## Task inputs

◇ ◇ ◇

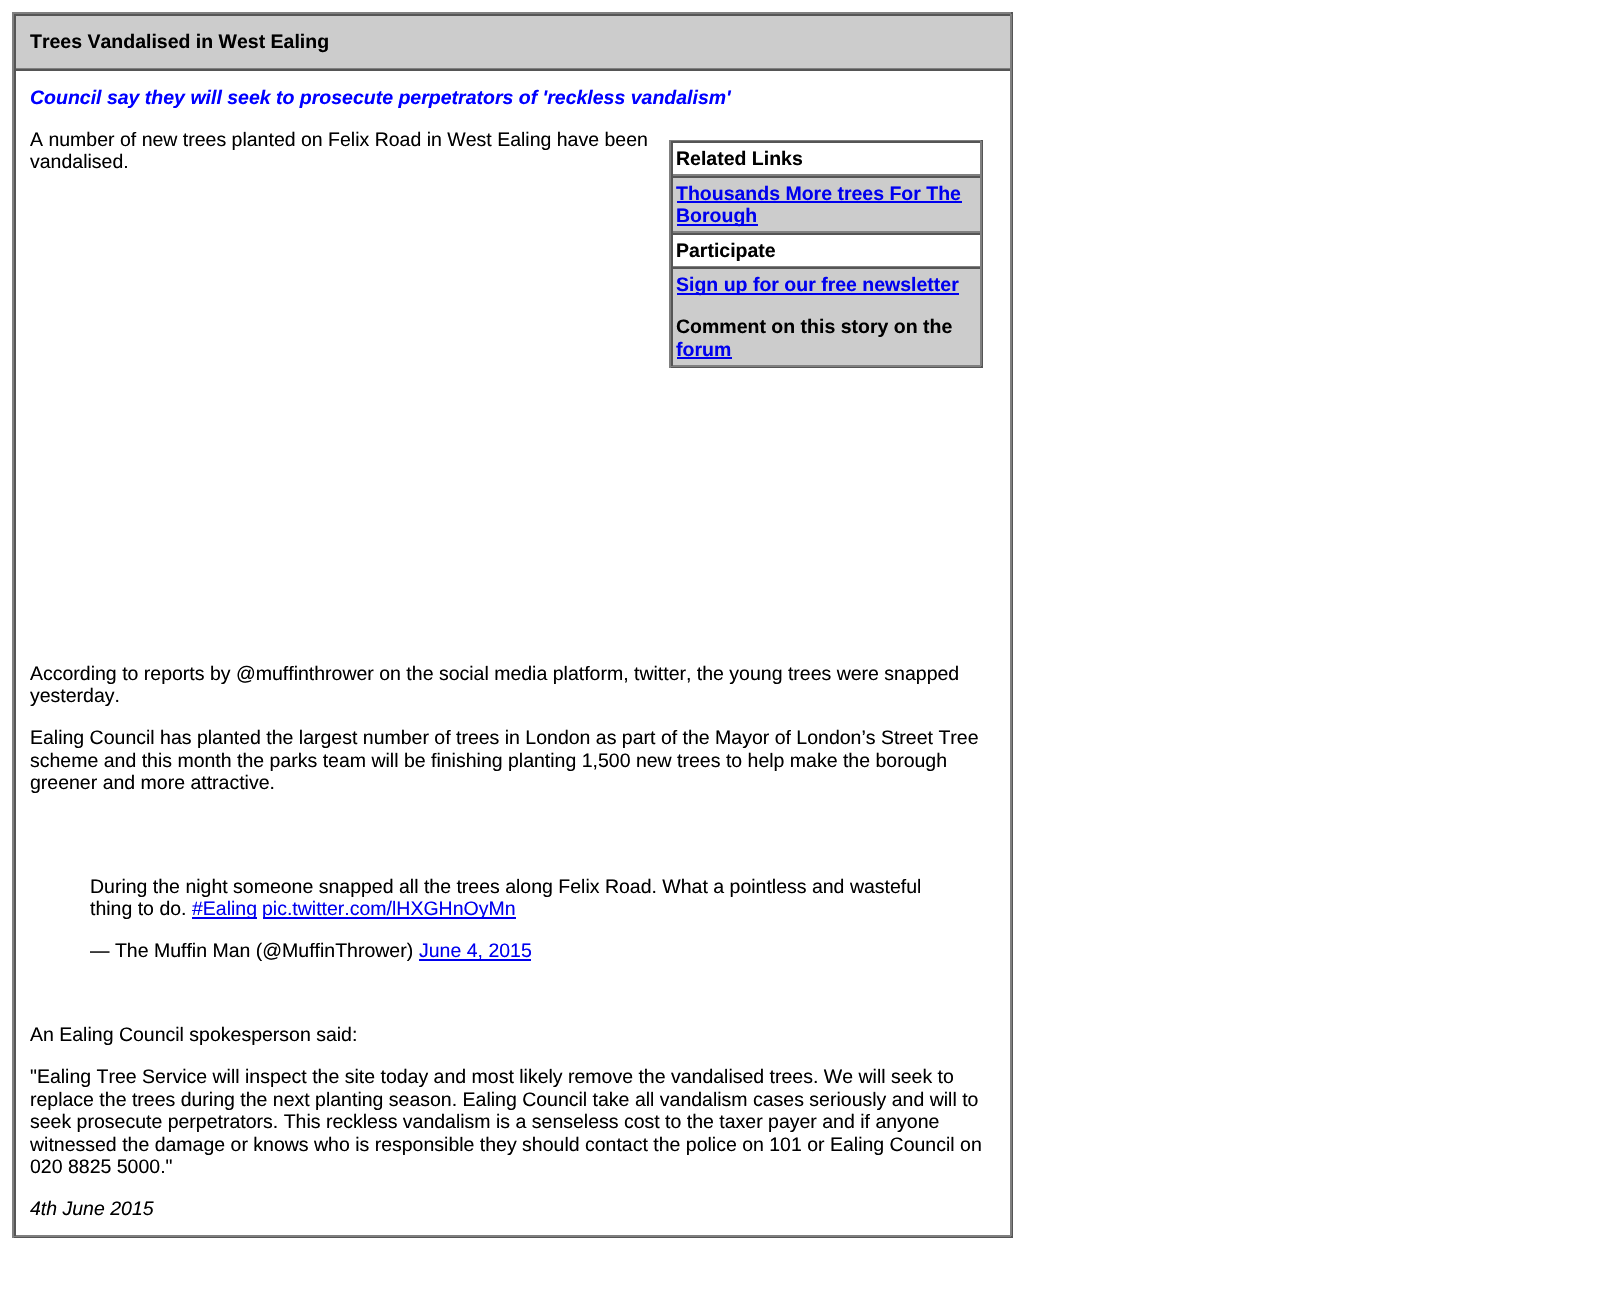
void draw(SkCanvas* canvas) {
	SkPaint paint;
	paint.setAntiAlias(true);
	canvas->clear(0xffffffff);
	paint.setColor(0xff808080);
	canvas->drawRect(SkRect::MakeXYWH(12, 12, 1001, 2), paint);
	paint.setColor(0xff555555);
	canvas->drawRect(SkRect::MakeXYWH(1011, 12, 2, 1226), paint);
	canvas->drawRect(SkRect::MakeXYWH(12, 1236, 1001, 2), paint);
	paint.setColor(0xff808080);
	canvas->drawRect(SkRect::MakeXYWH(12, 12, 2, 1226), paint);
	paint.setColor(0xffcccccc);
	canvas->drawRect(SkRect::MakeXYWH(16, 16, 994, 52), paint);
	paint.setColor(0xff555555);
	canvas->drawRect(SkRect::MakeXYWH(14, 14, 997, 2), paint);
	paint.setColor(0xff808080);
	canvas->drawRect(SkRect::MakeXYWH(1010, 14, 2, 55), paint);
	canvas->drawRect(SkRect::MakeXYWH(14, 68, 997, 1), paint);
	paint.setColor(0xff555555);
	canvas->drawRect(SkRect::MakeXYWH(14, 14, 2, 55), paint);
	SkFont f1(fontMgr->matchFamilyStyle("Liberation Sans", SkFontStyle::Bold()), 19.5);
	f1.setSubpixel(true);
	paint.setColor(0xff000000);
	canvas->drawString("Trees Vandalised in West Ealing", 30, 48, f1, paint);
	paint.setColor(0xff555555);
	canvas->drawRect(SkRect::MakeXYWH(14, 69, 997, 2), paint);
	paint.setColor(0xff808080);
	canvas->drawRect(SkRect::MakeXYWH(1010, 69, 2, 1167), paint);
	canvas->drawRect(SkRect::MakeXYWH(14, 1235, 997, 2), paint);
	paint.setColor(0xff555555);
	canvas->drawRect(SkRect::MakeXYWH(14, 69, 2, 1167), paint);
	SkFont f2(fontMgr->matchFamilyStyle("Liberation Sans", SkFontStyle::BoldItalic()), 19.5);
	f2.setSubpixel(true);
	paint.setColor(0xff0000ff);
	canvas->drawString("Council say they will seek to prosecute perpetrators of 'reckless vandalism'", 30, 104, f2, paint);
	SkFont f3(fontMgr->matchFamilyStyle("Liberation Sans", SkFontStyle::Normal()), 19.5);
	f3.setSubpixel(true);
	paint.setColor(0xff000000);
	canvas->drawString("A number of new trees planted on Felix Road in West Ealing have been", 30, 146, f3, paint);
	canvas->drawString("vandalised.", 30, 168, f3, paint);
	paint.setColor(0xff808080);
	canvas->drawRect(SkRect::MakeXYWH(669, 140, 314, 1), paint);
	paint.setColor(0xff555555);
	canvas->drawRect(SkRect::MakeXYWH(981, 140, 2, 228), paint);
	canvas->drawRect(SkRect::MakeXYWH(669, 366, 314, 2), paint);
	paint.setColor(0xff808080);
	canvas->drawRect(SkRect::MakeXYWH(669, 140, 2, 228), paint);
	paint.setColor(0xff555555);
	canvas->drawRect(SkRect::MakeXYWH(671, 141, 310, 2), paint);
	paint.setColor(0xff808080);
	canvas->drawRect(SkRect::MakeXYWH(980, 141, 2, 35), paint);
	canvas->drawRect(SkRect::MakeXYWH(671, 174, 310, 2), paint);
	paint.setColor(0xff555555);
	canvas->drawRect(SkRect::MakeXYWH(671, 141, 2, 35), paint);
	paint.setColor(0xff000000);
	canvas->drawString("Related Links", 676, 165, f1, paint);
	paint.setColor(0xffcccccc);
	canvas->drawRect(SkRect::MakeXYWH(673, 178, 307, 53), paint);
	paint.setColor(0xff555555);
	canvas->drawRect(SkRect::MakeXYWH(671, 176, 310, 2), paint);
	paint.setColor(0xff808080);
	canvas->drawRect(SkRect::MakeXYWH(980, 176, 2, 57), paint);
	canvas->drawRect(SkRect::MakeXYWH(671, 231, 310, 2), paint);
	paint.setColor(0xff555555);
	canvas->drawRect(SkRect::MakeXYWH(671, 176, 2, 57), paint);
	paint.setColor(0xff0000ee);
	canvas->drawString("Thousands More trees For The", 676, 200, f1, paint);
	canvas->drawRect(SkRect::MakeXYWH(677, 201, 285, 2), paint);
	canvas->drawRect(SkRect::MakeXYWH(677, 224, 81, 2), paint);
	canvas->drawString("Borough", 676, 222, f1, paint);
	paint.setColor(0xff555555);
	canvas->drawRect(SkRect::MakeXYWH(671, 233, 310, 2), paint);
	paint.setColor(0xff808080);
	canvas->drawRect(SkRect::MakeXYWH(980, 233, 2, 34), paint);
	canvas->drawRect(SkRect::MakeXYWH(671, 266, 310, 1), paint);
	paint.setColor(0xff555555);
	canvas->drawRect(SkRect::MakeXYWH(671, 233, 2, 34), paint);
	paint.setColor(0xff000000);
	canvas->drawString("Participate", 676, 257, f1, paint);
	paint.setColor(0xffcccccc);
	canvas->drawRect(SkRect::MakeXYWH(673, 269, 307, 96), paint);
	paint.setColor(0xff555555);
	canvas->drawRect(SkRect::MakeXYWH(671, 267, 310, 2), paint);
	paint.setColor(0xff808080);
	canvas->drawRect(SkRect::MakeXYWH(980, 267, 2, 99), paint);
	canvas->drawRect(SkRect::MakeXYWH(671, 365, 310, 2), paint);
	paint.setColor(0xff555555);
	canvas->drawRect(SkRect::MakeXYWH(671, 267, 2, 99), paint);
	paint.setColor(0xff0000ee);
	canvas->drawRect(SkRect::MakeXYWH(677, 293, 282, 2), paint);
	canvas->drawString("Sign up for our free newsletter", 676, 291, f1, paint);
	paint.setColor(0xff000000);
	canvas->drawString("Comment on this story on the", 676, 333, f1, paint);
	paint.setColor(0xff0000ee);
	canvas->drawString("forum", 676, 356, f1, paint);
	canvas->drawRect(SkRect::MakeXYWH(677, 357, 55, 2), paint);
	paint.setColor(0xff000000);
	canvas->drawString("According to reports by @muffinthrower on the social media platform, twitter, the young trees were snapped", 30, 680, f3, paint);
	canvas->drawString("yesterday.", 30, 702, f3, paint);
	canvas->drawString("Ealing Council has planted the largest number of trees in London as part of the Mayor of London’s Street Tree", 30, 744, f3, paint);
	canvas->drawString("scheme and this month the parks team will be finishing planting 1,500 new trees to help make the borough", 30, 767, f3, paint);
	canvas->drawString("greener and more attractive.", 30, 789, f3, paint);
	canvas->drawString("During the night someone snapped all the trees along Felix Road. What a pointless and wasteful", 90, 893, f3, paint);
	canvas->drawString("thing to do.", 90, 915, f3, paint);
	paint.setColor(0xff0000ee);
	canvas->drawRect(SkRect::MakeXYWH(192, 917, 65, 2), paint);
	canvas->drawString("#Ealing", 192, 915, f3, paint);
	canvas->drawRect(SkRect::MakeXYWH(263, 917, 253, 2), paint);
	canvas->drawString("pic.twitter.com/lHXGHnOyMn", 262, 915, f3, paint);
	paint.setColor(0xff000000);
	canvas->drawString("— The Muffin Man (@MuffinThrower)", 90, 957, f3, paint);
	paint.setColor(0xff0000ee);
	canvas->drawRect(SkRect::MakeXYWH(419, 959, 112, 2), paint);
	canvas->drawString("June 4, 2015", 419, 957, f3, paint);
	paint.setColor(0xff000000);
	canvas->drawString("An Ealing Council spokesperson said:", 30, 1041, f3, paint);
	canvas->drawString("\"Ealing Tree Service will inspect the site today and most likely remove the vandalised trees. We will seek to", 30, 1083, f3, paint);
	canvas->drawString("replace the trees during the next planting season. Ealing Council take all vandalism cases seriously and will to", 30, 1106, f3, paint);
	canvas->drawString("seek prosecute perpetrators. This reckless vandalism is a senseless cost to the taxer payer and if anyone", 30, 1128, f3, paint);
	canvas->drawString("witnessed the damage or knows who is responsible they should contact the police on 101 or Ealing Council on", 30, 1151, f3, paint);
	canvas->drawString("020 8825 5000.\"", 30, 1173, f3, paint);
	SkFont f4(fontMgr->matchFamilyStyle("Liberation Sans", SkFontStyle::Italic()), 19.5);
	f4.setSubpixel(true);
	canvas->drawString("4th June 2015", 30, 1215, f4, paint);
}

◇ ◇ ◇

## What you will do
Your task is to transcribe, with no changes, only the lines of the listing above that lie between the line holding "744, f3, paint);" and the line holding "767, f3, paint);", inclusive.

## Finished task
	canvas->drawString("Ealing Council has planted the largest number of trees in London as part of the Mayor of London’s Street Tree", 30, 744, f3, paint);
	canvas->drawString("scheme and this month the parks team will be finishing planting 1,500 new trees to help make the borough", 30, 767, f3, paint);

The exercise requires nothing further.